Blog #21 Photography! But Why?
In this week's blog post, I'm feeling very reflective of my recent experiences and many successful activities within the art of photography. Those include: an art show, publications, contest selections, paid portrait work, completion of the professional course in photography from NYIP, teaching a film class to students, building a darkroom, and others. Riding the wave of these activities has caused me to become introspective all of a sudden. But why? Why photography? What's it all for, anyway? Why is it that I feel the need to carry a camera and make photos, like everyday? It is simply fun? Or do I feel a compulsion to document my life so that when I'm old and senile I can scroll through hundreds of thousands of images to remember the good ol' days?
For some insight as to why I might be so compelled to make photographs, I sought the advise of my dear old mother. It's no coincidence that I'm writing this blog during the week of the Western holiday of Mother's Day. My mother graduated from Rhode Island School of Design (RISD), a prestigious New England art school sometime in the late 1960s. She studied art history, design, fine arts, and painting. Afterwards, she was a painter for many decades.. When I was very young, she would take my into Soho, New York City to help her with art shows in galleries in the City. I had fun helping her set up and then she would let me kicking it around Canal Street while she did her thing. Her style is abstract (see below). She still paints and has developed her craft over the decades although she mostly does abstract pieces. She's 70 years old now and recently had a painting selected by the Boca Raton Art Museum in Florida. Over the years she has dabbled in sculpture, drafting, and interior design and decorating work. I never really asked her "Why do you paint"?. In researching the topic for this blog, I finally got to ask her this question. Her response was "To breathe".
When asked "Why do you paint"?, my mother responded "Why do you breathe?". "I have to", she continued. It was an emotional outlet for her. Painting and being creative makes her feel free and happy. She views painting as work, however, not a simple fun pastime or hobby. The reason for this, she explained was because there are many decisions that she is required to make in the creative process. This can be the cause of some degree of stress and challenge. Nevertheless, there is a drive that pushes her to paint. It all started to make sense to me.
As a photographer, I can relate. I will get dressed each morning, throw the camera over my neck, and head out into the unknown. It's become completely normal. I carry a camera to casual events, work, formal events, the beach, just about everywhere. I get a weird sense that I'm forgetting something if I don't have it then I remember that and can (and do ) always use my iPhone. Sigh of relief, carry on.

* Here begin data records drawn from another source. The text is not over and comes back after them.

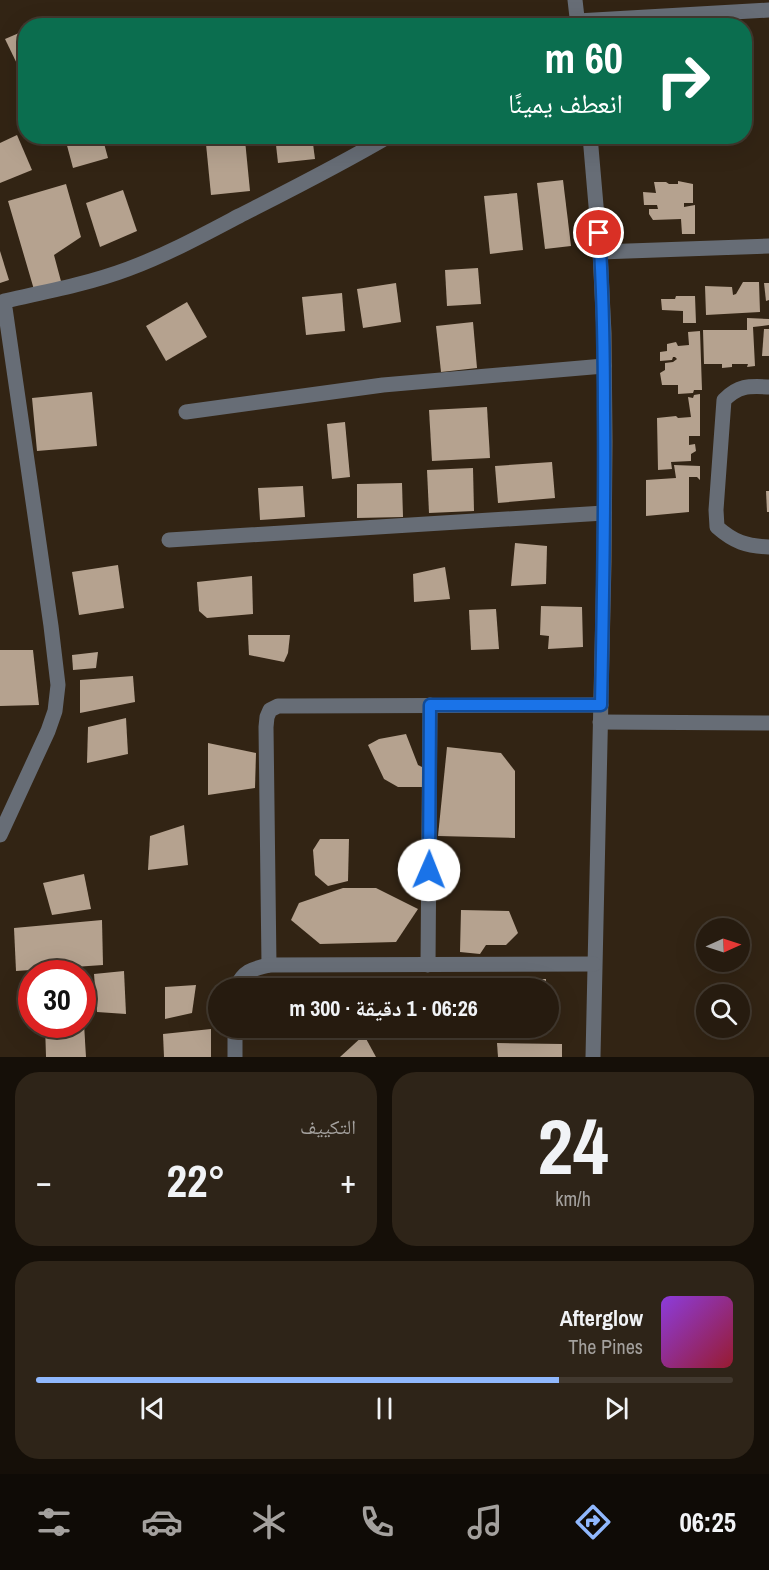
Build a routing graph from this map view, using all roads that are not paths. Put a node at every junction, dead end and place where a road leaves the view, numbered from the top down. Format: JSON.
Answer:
{"nodes":[{"id":1,"x":575,"y":0,"type":"edge"},
{"id":2,"x":769,"y":10,"type":"edge"},
{"id":3,"x":574,"y":18,"type":"edge"},
{"id":4,"x":658,"y":18,"type":"edge"},
{"id":5,"x":376,"y":144,"type":"edge"},
{"id":6,"x":591,"y":144,"type":"edge"},
{"id":7,"x":769,"y":246,"type":"edge"},
{"id":8,"x":600,"y":252,"type":"junction"},
{"id":9,"x":2,"y":301,"type":"edge"},
{"id":10,"x":604,"y":366,"type":"junction"},
{"id":11,"x":769,"y":387,"type":"edge"},
{"id":12,"x":186,"y":412,"type":"dead end"},
{"id":13,"x":604,"y":513,"type":"junction"},
{"id":14,"x":169,"y":540,"type":"dead end"},
{"id":15,"x":769,"y":547,"type":"edge"},
{"id":16,"x":430,"y":705,"type":"junction"},
{"id":17,"x":601,"y":705,"type":"junction"},
{"id":18,"x":600,"y":722,"type":"junction"},
{"id":19,"x":769,"y":723,"type":"edge"},
{"id":20,"x":0,"y":835,"type":"edge"},
{"id":21,"x":594,"y":964,"type":"junction"},
{"id":22,"x":428,"y":965,"type":"junction"},
{"id":23,"x":269,"y":966,"type":"junction"},
{"id":24,"x":241,"y":978,"type":"edge"},
{"id":25,"x":235,"y":1038,"type":"edge"},
{"id":26,"x":236,"y":1057,"type":"edge"},
{"id":27,"x":593,"y":1057,"type":"edge"}],
"edges":[{"from":1,"to":3,"type":"street"},
{"from":2,"to":4,"type":"street"},
{"from":5,"to":9,"type":"street"},
{"from":6,"to":8,"type":"street"},
{"from":7,"to":8,"type":"street"},
{"from":8,"to":10,"type":"street"},
{"from":9,"to":20,"type":"street"},
{"from":10,"to":12,"type":"street"},
{"from":10,"to":13,"type":"street"},
{"from":11,"to":15,"type":"street"},
{"from":13,"to":14,"type":"street"},
{"from":13,"to":17,"type":"street"},
{"from":16,"to":17,"type":"street"},
{"from":16,"to":22,"type":"street"},
{"from":16,"to":23,"type":"street"},
{"from":17,"to":18,"type":"street"},
{"from":18,"to":19,"type":"street"},
{"from":18,"to":21,"type":"street"},
{"from":21,"to":22,"type":"street"},
{"from":21,"to":27,"type":"street"},
{"from":22,"to":23,"type":"street"},
{"from":23,"to":24,"type":"street"},
{"from":25,"to":26,"type":"street"}]}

Photographers have at least as much if not more decisions to make in the process of making images. What camera should I use, full frame, medium format (120mm), APS-C cropped sensor, digital, film, colour, black and white, should I use a wide angle lens, a standard (50mm), telephoto or portrait lens? What about ISO, shutter speed, or aperture? Do I want a shallow depth of field (DOF - Focus) or a deep DOF? Should I bring the flash today? These are the decisions that are needed before the shutter is pressed. After the shutter is pressed, there are countless (literally thousands) of possibilities that can be applied to process the image. Darkroom and digital processing have similar adjustments such as cropping, dogging, burning, adding or subtracting contrast, colour choices, black & white, and many other details. How will the image be displayed? On screen, printed on paper? What size? Should the print be made on matte paper, glossy, semi-glossy paper? What about the frame? The possibilities are practically endless.

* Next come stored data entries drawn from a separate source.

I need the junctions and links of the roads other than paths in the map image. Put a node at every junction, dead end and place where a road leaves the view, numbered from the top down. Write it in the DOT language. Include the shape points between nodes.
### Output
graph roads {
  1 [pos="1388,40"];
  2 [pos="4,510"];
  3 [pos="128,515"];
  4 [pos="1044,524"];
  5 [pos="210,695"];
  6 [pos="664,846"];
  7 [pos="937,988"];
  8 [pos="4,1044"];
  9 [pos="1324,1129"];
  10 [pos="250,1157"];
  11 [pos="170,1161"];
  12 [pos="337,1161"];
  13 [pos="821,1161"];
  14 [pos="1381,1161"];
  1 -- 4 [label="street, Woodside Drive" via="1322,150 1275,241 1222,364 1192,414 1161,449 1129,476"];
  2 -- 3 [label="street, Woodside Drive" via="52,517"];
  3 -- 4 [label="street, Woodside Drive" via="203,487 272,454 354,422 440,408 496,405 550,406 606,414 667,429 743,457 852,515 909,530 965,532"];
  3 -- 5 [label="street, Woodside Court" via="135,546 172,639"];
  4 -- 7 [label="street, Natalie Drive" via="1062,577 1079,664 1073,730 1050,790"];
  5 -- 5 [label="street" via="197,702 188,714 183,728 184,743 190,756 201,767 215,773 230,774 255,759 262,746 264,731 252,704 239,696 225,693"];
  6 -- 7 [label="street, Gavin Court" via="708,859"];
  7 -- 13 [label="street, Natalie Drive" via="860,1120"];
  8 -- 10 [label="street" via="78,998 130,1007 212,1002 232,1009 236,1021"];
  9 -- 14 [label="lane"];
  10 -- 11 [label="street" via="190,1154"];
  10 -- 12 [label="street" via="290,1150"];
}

The basic premise, however, doesn't change for the artist regarless of the medium in which he or she or working. We make images because we need to. Photography is quite literally life for some of us. Maybe we get paid sometimes, all of the time, or never. This doesn't matter, really. The point is that we photograph because live and live because we photograph. Creative activities are work. We need to be creative and this is our avenue. It's that simple. You can debate cameras and the audience. all day long but it's hard to argue against the photographer himself or herself as the ultimate first and foremost audience for their own work. Does all of this sound very philosophical and profound? Maybe it is but that's the point. Sometimes, we need to ask the tough questions so that we can discuss the difficult topics, and then move on.
There are a few good articles floating around the internet this month on similar topics. Spencer Bentley from Petapixel wrote a really nice piece about how the camera type makes him feel. http://petapixel.com/2016/05/09/important-camera-feature-makes-feel/. My take-away from his discussion is that the camera is the photographer's tool and there is a real visceral connection between the two. Sometimes we need to try different cameras to find the right one, or at least the right now one. Dear Spencer, I feel you, bro.

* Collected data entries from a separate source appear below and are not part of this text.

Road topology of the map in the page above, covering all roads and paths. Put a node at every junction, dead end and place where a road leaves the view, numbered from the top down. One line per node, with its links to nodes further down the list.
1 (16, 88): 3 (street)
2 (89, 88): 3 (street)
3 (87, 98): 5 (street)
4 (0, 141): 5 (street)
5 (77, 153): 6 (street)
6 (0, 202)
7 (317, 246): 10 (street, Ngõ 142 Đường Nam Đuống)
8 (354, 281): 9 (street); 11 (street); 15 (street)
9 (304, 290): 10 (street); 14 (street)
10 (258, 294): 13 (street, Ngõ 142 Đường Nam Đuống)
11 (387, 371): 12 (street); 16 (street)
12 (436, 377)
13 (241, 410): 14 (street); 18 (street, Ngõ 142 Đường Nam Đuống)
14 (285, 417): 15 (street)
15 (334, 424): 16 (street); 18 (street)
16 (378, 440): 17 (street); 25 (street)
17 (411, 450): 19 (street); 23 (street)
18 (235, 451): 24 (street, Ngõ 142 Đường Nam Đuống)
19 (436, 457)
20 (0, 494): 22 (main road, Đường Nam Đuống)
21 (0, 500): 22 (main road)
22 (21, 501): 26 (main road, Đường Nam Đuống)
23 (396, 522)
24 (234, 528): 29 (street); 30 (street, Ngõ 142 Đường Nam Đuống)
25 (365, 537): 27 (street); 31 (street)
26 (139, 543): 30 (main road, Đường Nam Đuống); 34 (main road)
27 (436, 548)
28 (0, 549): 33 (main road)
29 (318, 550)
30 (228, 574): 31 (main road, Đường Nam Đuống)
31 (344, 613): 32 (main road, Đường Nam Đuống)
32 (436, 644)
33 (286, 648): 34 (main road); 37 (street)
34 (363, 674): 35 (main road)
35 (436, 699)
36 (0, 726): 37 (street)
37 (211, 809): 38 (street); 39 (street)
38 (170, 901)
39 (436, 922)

Another very talented and insightful photographer is Eric Kim. His recent piece titled "Shoot More, Worry Less" is aimed at those photographers, professional, hobbyists, or otherwise, who occasionally feel paralysed by the myriad of decisions that we are constantly confronted with. Should I even bring my camera out today? What if it rains? What lens should I bring? Ok, stop. Mr. Kim offers a rational approach to troubleshoot this potentially debilitating condition faced by many artists. http://erickimphotography.com/blog/2016/05/04/shoot-more-worry-less/
In summary, we shoot because we need to. Don't think to much. Make beautiful images.
Thanks for reading. May the light be with you, always.